> Exercise aim
Note every line in the entries that contains the string "Piaau", and copy it.

> Input
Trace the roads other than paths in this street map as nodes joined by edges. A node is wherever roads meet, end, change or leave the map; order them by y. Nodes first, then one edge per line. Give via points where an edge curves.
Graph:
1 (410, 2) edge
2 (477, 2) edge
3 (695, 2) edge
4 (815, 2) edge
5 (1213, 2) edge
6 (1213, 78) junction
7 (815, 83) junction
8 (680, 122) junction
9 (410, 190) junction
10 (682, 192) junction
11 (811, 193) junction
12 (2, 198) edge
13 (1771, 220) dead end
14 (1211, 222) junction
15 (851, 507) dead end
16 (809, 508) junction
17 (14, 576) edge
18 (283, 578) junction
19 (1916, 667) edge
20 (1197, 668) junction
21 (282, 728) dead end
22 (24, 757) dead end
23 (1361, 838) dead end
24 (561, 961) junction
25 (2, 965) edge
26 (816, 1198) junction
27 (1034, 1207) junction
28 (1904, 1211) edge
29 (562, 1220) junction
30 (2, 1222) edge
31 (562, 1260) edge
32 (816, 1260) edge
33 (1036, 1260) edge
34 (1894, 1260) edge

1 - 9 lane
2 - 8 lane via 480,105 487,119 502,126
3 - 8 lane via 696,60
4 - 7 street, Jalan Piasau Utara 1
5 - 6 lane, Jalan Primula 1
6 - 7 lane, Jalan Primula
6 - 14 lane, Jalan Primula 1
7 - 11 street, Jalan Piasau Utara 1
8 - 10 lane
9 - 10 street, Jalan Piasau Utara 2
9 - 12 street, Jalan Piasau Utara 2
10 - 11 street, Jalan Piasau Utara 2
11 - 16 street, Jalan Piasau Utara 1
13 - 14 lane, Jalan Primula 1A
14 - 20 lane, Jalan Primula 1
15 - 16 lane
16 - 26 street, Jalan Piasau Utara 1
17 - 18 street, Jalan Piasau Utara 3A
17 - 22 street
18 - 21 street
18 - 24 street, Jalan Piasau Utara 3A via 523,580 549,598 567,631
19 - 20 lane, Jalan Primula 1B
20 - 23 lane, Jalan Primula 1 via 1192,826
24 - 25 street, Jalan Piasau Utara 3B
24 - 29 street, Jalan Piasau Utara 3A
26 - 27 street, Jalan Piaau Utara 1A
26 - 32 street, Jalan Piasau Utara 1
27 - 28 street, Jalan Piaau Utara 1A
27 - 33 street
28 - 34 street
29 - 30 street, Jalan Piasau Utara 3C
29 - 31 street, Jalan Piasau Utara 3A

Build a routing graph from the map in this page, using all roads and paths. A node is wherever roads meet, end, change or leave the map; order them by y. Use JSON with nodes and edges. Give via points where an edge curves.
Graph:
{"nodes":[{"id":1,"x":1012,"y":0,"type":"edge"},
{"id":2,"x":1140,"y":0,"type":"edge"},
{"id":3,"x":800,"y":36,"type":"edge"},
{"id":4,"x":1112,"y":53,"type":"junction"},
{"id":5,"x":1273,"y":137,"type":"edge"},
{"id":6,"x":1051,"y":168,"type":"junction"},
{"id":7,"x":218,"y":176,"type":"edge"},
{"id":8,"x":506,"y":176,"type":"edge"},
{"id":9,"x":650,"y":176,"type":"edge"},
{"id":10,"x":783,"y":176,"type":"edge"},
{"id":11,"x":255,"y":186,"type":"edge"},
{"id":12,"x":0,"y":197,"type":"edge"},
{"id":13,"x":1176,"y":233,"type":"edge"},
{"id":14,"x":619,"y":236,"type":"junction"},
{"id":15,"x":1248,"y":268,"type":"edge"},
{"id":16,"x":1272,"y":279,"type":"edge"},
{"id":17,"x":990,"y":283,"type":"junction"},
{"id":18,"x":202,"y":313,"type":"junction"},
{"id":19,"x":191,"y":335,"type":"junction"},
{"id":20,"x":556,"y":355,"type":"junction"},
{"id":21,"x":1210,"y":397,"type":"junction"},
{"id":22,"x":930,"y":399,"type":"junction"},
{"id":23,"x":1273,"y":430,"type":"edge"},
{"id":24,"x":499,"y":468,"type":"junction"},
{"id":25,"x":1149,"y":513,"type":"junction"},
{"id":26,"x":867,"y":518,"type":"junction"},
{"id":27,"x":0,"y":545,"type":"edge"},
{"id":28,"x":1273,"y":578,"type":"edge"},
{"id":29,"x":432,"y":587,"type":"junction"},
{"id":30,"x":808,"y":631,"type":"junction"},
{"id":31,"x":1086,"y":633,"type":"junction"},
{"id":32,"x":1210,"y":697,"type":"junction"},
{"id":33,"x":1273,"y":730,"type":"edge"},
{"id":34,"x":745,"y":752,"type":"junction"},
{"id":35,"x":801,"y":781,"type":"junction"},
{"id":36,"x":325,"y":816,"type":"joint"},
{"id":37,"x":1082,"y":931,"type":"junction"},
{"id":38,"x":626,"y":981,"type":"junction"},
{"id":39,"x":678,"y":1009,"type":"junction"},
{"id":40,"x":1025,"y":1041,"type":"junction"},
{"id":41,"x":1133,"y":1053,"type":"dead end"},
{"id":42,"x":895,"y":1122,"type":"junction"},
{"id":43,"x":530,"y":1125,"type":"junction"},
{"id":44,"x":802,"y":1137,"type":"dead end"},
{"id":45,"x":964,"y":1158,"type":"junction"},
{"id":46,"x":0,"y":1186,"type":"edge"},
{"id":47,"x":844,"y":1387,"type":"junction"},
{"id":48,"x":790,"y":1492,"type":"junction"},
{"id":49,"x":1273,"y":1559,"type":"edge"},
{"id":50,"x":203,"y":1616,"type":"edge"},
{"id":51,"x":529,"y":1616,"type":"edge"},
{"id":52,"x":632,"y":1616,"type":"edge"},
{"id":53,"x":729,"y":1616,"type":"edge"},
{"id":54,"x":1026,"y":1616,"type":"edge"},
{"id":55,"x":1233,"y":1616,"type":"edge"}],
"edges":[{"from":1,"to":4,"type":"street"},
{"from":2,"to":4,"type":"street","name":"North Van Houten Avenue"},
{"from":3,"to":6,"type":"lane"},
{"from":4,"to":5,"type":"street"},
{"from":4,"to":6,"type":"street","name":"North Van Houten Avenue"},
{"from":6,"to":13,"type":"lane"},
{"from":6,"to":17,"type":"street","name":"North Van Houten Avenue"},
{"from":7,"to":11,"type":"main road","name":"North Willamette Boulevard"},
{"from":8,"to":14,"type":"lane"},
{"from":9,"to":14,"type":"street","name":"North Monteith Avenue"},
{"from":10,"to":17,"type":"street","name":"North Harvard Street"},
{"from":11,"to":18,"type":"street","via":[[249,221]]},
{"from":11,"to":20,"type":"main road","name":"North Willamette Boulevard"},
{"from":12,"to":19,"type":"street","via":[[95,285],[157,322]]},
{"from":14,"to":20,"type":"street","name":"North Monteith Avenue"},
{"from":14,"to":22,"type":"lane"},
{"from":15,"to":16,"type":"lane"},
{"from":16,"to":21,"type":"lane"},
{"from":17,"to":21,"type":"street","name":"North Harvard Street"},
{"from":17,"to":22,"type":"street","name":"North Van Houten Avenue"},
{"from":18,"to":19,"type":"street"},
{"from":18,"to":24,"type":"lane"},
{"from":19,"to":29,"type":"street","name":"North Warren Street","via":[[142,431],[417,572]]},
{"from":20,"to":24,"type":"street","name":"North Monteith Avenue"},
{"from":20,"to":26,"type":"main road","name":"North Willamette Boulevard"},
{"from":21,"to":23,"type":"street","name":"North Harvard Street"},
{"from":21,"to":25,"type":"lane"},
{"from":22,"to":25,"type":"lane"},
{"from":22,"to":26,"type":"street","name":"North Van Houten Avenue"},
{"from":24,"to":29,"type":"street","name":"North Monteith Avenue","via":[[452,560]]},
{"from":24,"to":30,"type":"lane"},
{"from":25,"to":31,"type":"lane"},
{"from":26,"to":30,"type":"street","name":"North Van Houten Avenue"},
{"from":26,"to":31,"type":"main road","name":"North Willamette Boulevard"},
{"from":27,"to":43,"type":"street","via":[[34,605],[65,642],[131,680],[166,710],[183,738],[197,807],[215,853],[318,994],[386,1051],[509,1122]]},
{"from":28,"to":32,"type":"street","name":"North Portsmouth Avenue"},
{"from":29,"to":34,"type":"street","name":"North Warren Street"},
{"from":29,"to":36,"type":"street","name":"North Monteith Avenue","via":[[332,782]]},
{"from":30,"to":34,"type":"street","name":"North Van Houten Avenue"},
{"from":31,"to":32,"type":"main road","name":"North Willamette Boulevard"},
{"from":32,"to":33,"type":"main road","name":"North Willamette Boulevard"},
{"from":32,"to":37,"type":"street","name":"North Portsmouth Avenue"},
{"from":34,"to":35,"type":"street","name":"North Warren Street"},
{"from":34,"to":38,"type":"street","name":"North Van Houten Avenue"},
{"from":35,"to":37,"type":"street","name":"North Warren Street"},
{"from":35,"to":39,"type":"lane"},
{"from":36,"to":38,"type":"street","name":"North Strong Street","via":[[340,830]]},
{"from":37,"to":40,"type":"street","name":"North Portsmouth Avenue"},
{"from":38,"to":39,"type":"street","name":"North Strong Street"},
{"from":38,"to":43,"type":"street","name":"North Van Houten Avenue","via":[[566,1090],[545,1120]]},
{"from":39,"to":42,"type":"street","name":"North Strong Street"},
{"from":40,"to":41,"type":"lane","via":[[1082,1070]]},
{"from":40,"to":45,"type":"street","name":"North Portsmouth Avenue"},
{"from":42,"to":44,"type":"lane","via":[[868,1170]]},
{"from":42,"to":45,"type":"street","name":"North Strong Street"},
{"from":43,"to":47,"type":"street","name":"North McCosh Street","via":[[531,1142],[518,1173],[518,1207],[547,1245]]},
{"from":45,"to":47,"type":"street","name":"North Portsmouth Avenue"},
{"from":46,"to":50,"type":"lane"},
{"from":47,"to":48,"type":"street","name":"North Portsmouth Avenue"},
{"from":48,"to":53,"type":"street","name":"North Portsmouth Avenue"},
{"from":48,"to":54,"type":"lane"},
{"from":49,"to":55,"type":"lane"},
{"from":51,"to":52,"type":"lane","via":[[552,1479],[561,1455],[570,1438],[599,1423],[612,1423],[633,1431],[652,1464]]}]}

> Exercise output
26 - 27 street, Jalan Piaau Utara 1A
27 - 28 street, Jalan Piaau Utara 1A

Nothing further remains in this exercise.